Life keeps getting worse and worse. I just fucking hate all this. And it sucks that I'm getting worse as time goes on. For about the past few years I've been really trying to make my life better by doing things like hanging with friends, working out, doing everything you're supposed to do. But I'm just hating life and it all more and more. I've been getting "help" (therapy/prescription drugs) for about two years and none of it helps. I just keep hating my life more and more.

I've also notice myself getting more and more demented as time goes on, seeing other people or animals hurt has started to become something that relaxes me, I imagine it's in the same way people who cut themselves feel but idk since I've never cut myself. Ofc I haven't told my therapist this part or the strong desire to go to the other side. Because I know for sure that the worse part of my life was the couple weeks I was in a mental hospital.

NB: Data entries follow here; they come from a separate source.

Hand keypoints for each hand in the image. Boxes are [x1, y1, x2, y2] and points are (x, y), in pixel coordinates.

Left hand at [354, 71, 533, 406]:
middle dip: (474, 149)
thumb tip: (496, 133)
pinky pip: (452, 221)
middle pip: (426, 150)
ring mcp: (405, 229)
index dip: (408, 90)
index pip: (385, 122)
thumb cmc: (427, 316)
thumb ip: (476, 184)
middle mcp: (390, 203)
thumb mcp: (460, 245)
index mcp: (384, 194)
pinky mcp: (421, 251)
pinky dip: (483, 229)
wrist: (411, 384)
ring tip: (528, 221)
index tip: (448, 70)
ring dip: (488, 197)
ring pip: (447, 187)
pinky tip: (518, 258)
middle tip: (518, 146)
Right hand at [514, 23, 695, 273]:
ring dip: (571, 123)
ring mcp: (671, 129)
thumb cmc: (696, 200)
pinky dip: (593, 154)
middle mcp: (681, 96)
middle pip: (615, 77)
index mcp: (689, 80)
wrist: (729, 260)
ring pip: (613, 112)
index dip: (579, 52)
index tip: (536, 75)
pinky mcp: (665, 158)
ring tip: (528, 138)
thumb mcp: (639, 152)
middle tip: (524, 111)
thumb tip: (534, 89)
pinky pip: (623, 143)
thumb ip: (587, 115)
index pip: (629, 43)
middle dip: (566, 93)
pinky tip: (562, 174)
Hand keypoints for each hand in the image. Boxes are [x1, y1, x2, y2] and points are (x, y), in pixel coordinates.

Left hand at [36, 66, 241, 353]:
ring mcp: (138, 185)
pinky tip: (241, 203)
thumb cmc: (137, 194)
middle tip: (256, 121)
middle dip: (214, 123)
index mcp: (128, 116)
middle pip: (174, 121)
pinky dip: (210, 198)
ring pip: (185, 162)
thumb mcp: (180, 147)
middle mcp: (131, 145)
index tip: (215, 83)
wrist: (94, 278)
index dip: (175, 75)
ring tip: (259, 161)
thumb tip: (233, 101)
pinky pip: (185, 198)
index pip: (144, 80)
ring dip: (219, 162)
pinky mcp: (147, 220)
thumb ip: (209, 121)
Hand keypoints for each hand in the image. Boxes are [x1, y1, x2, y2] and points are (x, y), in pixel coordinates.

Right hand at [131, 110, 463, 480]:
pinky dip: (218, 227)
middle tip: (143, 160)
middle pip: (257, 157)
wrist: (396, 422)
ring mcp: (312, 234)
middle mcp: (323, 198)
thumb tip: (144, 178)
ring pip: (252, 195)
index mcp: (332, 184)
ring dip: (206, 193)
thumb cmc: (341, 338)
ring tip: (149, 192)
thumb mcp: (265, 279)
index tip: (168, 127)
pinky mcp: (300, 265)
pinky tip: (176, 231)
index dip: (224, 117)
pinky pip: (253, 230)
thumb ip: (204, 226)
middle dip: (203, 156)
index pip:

This is all why I would see finally being able to kill myself a form of recovery for me. And really wish I lived in a country that supported medically induced suicide
 
Ovid

Ovid

FML
Feb 2, 2024
53
I believe you need to address these thoughts with your therapist, or possibly a new healthcare provider if you believe that your therapist is unable to help you with this issue.
Please preface everything you say to your therapist by saying "I have no intention or plans to harm myself or others", and then elaborate to them about how you are feeling. Living like that is no life at all, I believe you can recover and live successfully.
Do you think you enjoy seeing others in pain because you are in pain yourself? I have a similar but lesser issue, I find myself taking satisfaction in knowing that my peers did poorly in their studies as they are way smarter than me and have higher grades, so I take any boost I can get even if it's them getting knocked down. I also don't speak to them about their drinking and nicotine habits which are getting to be very unhealthy, because it's only fair that they suffer with addiction when I'm going through the same thing, right?
Let me know if you think that is the reason why - and obviously it is an unhealthy thought pattern.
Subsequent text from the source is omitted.